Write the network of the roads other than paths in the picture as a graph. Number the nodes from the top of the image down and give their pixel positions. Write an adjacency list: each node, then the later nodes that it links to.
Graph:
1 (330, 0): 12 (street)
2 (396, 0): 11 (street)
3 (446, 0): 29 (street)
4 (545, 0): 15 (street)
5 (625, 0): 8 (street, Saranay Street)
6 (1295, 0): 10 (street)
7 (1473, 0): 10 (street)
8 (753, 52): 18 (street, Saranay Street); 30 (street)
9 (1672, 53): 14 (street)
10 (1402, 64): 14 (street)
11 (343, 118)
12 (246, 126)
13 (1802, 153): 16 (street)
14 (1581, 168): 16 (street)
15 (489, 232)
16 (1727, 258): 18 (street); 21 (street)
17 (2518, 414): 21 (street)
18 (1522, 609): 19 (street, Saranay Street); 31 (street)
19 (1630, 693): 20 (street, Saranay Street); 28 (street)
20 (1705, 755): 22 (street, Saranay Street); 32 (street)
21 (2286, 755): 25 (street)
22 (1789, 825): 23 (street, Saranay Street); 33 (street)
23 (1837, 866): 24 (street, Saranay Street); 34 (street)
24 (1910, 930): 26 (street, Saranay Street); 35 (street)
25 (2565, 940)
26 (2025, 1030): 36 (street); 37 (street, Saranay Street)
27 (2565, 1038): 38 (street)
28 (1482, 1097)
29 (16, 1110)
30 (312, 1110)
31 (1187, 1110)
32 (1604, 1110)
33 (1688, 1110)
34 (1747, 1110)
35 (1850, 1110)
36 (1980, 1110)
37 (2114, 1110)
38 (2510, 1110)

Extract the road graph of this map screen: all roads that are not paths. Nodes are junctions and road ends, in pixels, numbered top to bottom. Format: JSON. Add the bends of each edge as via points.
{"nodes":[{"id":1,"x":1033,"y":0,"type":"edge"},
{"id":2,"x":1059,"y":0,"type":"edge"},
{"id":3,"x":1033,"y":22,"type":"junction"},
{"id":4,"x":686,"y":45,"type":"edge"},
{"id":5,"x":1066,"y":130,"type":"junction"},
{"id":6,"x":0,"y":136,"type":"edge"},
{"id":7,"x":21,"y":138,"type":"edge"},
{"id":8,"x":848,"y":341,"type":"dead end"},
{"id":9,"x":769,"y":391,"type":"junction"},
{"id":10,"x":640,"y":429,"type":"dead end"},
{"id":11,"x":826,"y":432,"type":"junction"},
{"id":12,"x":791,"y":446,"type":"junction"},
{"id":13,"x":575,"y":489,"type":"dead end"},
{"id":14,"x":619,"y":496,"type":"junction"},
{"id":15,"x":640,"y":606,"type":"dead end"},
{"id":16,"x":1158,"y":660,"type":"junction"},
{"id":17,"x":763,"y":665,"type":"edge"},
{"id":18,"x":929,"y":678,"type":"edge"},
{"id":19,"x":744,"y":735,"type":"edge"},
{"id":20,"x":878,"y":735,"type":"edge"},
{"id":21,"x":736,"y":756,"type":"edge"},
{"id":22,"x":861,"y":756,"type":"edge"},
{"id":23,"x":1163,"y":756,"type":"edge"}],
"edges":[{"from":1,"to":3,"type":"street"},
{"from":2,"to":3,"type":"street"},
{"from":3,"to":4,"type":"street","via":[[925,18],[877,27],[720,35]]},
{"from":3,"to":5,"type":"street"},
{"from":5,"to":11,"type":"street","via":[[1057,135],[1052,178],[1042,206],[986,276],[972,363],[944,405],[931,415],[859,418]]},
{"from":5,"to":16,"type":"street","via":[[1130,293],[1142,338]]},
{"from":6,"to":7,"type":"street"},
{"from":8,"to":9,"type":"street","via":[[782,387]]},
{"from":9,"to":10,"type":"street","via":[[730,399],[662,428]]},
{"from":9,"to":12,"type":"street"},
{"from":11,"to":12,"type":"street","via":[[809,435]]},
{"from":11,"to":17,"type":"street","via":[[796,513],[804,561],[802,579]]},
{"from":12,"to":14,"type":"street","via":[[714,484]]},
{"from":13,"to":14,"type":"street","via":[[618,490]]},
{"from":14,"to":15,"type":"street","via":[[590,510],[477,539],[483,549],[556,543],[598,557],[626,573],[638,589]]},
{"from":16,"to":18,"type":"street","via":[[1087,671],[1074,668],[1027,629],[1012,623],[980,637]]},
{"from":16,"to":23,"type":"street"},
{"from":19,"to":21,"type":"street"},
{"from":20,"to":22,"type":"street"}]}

________________

== WHAT IS BEING ASKED ==
Your reply must be one number: the count of lines in the records above that contain the string "roads".

== EXERCISE SOLUTION ==
2